- [WORK INSTRUCTIONS]: Everything in the listing below from the line containing "pinky pip: (598, 160)" through the line containing "pinky tip: (686, 284)" must be repeated exactly; the remaining lines are not wanted.

- [RECORDS SHOWN]:

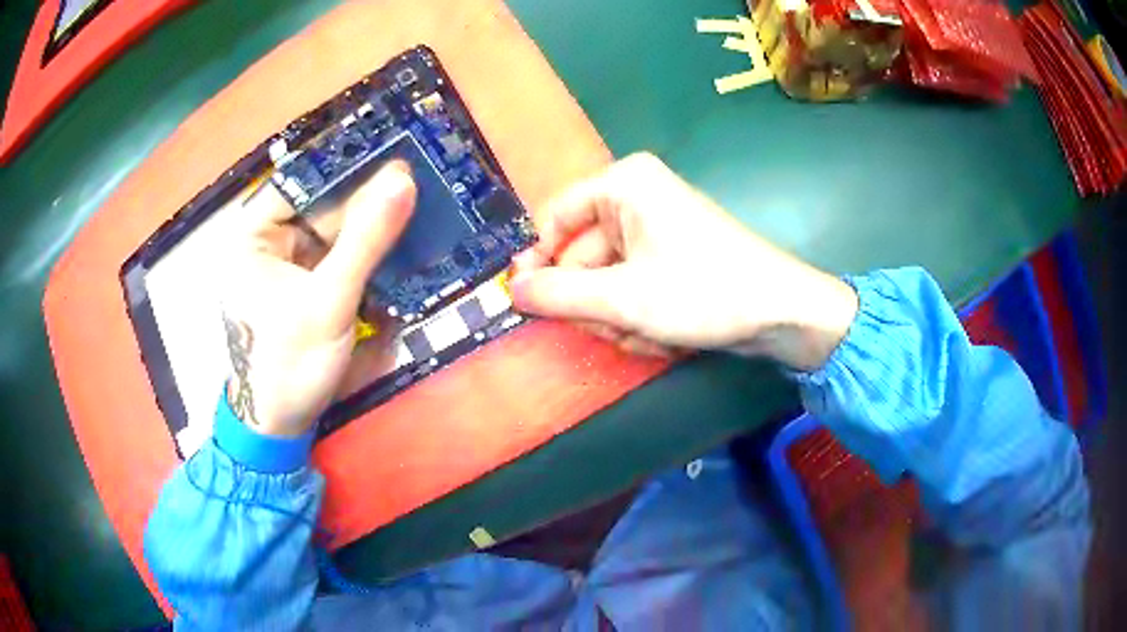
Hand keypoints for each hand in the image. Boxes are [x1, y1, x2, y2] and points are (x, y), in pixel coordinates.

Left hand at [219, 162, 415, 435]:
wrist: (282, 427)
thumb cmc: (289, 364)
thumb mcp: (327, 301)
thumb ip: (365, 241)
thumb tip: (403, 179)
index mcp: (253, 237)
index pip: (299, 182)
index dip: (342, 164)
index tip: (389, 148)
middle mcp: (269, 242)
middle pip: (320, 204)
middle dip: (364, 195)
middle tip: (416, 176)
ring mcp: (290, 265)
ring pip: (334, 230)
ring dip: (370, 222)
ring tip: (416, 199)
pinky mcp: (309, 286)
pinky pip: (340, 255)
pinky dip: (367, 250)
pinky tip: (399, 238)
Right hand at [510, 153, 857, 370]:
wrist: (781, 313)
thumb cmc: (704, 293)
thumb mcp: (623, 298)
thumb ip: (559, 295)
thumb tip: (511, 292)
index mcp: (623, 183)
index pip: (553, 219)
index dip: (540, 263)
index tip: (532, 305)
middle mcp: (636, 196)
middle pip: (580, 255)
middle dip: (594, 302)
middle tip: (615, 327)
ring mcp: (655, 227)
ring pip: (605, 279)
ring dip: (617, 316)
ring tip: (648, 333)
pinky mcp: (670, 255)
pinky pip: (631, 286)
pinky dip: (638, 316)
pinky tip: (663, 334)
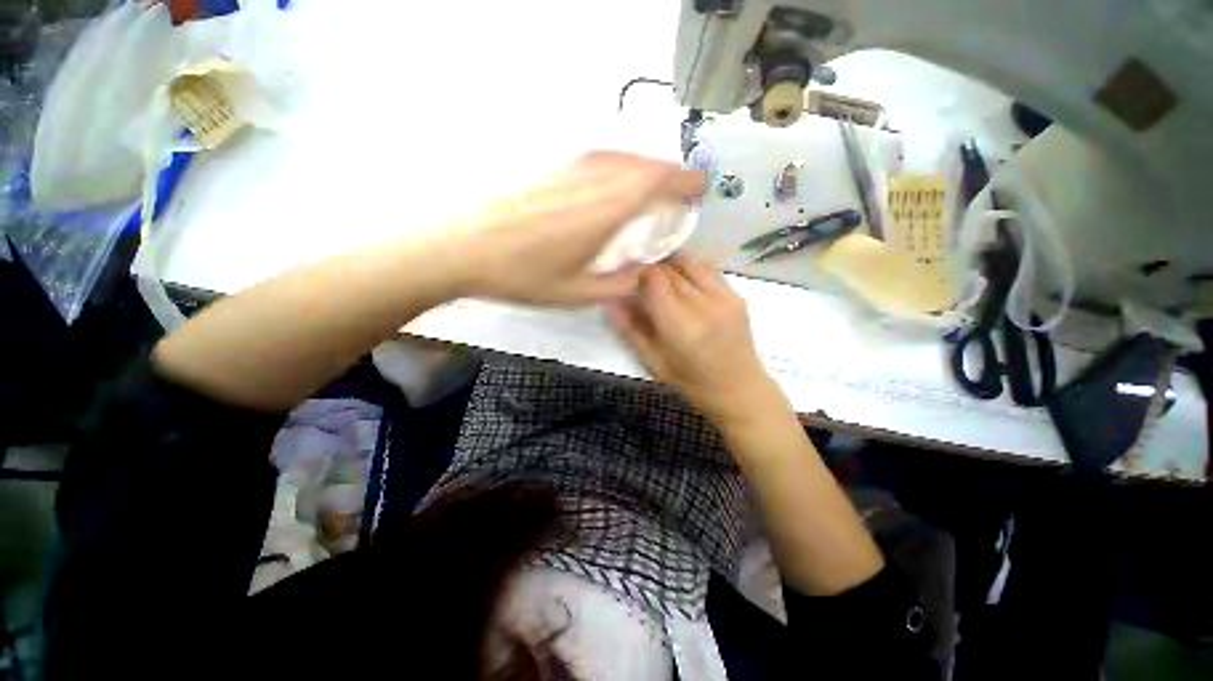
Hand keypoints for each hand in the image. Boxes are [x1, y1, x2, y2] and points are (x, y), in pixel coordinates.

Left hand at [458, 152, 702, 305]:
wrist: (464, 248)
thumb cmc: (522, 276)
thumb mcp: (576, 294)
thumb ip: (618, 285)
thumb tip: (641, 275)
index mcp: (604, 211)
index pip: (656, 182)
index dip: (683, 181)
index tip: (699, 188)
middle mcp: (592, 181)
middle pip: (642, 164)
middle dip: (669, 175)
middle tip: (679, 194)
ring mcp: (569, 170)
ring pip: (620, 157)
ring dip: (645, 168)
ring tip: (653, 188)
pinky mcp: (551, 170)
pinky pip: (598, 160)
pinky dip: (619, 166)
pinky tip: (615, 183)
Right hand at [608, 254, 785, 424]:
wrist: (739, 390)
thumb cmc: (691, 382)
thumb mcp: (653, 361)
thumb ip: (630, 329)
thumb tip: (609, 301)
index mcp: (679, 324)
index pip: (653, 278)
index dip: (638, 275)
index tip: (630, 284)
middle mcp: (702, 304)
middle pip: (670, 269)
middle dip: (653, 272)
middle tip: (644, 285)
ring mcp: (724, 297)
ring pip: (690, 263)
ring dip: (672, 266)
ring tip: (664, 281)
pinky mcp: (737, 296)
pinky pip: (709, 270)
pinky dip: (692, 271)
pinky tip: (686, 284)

--

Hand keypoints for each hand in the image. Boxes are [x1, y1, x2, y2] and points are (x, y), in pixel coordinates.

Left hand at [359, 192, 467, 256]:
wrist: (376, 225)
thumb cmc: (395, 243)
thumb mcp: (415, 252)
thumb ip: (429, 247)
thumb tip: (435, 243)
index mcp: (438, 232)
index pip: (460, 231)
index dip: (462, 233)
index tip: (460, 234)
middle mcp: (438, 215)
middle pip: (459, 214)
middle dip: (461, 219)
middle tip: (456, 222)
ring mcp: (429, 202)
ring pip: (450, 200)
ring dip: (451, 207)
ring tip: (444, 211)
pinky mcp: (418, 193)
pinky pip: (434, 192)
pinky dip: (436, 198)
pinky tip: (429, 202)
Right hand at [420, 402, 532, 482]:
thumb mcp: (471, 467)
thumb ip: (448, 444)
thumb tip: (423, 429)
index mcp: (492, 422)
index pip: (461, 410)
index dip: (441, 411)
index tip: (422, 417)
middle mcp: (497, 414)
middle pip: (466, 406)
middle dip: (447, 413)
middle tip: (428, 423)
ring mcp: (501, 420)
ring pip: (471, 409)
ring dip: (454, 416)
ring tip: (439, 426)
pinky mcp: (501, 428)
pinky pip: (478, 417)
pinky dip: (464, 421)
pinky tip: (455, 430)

- [SOLUTION]:
pinky pip: (598, 160)
pinky dip: (619, 166)
pinky tip: (615, 183)
Right hand at [608, 254, 785, 424]:
wrist: (739, 390)
thumb cmc: (691, 382)
thumb mcp: (653, 361)
thumb ip: (630, 329)
thumb tip: (609, 301)
index mcp: (679, 324)
index pip: (653, 278)
index dip: (638, 275)
index tip: (630, 284)
middle mcp: (702, 304)
middle pip: (670, 269)
middle dip: (653, 272)
middle tip: (644, 285)
ring mcp: (724, 297)
ring pip: (690, 263)
ring dip: (672, 266)
ring tip: (664, 281)
pinky mcp: (737, 296)
pinky pip: (709, 270)
pinky dip: (692, 271)
pinky tip: (686, 284)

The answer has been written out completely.